→ Work item: Your answer must be every line of the data that holds the string "index".
---
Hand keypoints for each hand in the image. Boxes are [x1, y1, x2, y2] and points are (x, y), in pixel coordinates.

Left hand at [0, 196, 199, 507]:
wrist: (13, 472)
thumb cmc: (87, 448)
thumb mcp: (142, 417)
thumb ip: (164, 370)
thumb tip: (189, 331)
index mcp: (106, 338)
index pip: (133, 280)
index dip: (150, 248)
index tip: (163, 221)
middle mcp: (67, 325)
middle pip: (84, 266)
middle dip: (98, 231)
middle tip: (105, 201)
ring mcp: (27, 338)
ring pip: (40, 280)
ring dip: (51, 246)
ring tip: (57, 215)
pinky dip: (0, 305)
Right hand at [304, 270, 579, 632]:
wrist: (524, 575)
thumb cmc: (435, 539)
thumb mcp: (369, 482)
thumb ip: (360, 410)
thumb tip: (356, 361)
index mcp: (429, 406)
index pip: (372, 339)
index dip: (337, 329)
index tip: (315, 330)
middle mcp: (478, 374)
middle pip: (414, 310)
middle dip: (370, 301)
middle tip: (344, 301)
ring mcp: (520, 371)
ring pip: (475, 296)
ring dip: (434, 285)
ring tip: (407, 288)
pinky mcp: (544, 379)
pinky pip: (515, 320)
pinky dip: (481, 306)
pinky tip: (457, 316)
---
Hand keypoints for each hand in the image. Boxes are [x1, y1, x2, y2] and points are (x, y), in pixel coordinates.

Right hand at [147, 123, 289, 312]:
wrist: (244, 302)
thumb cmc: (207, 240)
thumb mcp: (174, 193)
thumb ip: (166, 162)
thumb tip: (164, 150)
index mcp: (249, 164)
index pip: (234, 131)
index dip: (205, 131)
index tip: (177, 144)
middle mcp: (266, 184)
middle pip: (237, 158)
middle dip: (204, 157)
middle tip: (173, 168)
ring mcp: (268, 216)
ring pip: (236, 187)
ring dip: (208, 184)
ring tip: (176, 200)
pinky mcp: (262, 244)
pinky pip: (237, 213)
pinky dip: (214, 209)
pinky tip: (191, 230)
---
→ Response:
index mcp: (106, 338)
index pip: (133, 280)
index dip: (150, 248)
index tip: (163, 221)
index mcp: (429, 406)
index pip: (372, 339)
index dip: (337, 329)
index tip: (315, 330)
index mcp: (249, 164)
index pip: (234, 131)
index dip: (205, 131)
index tip: (177, 144)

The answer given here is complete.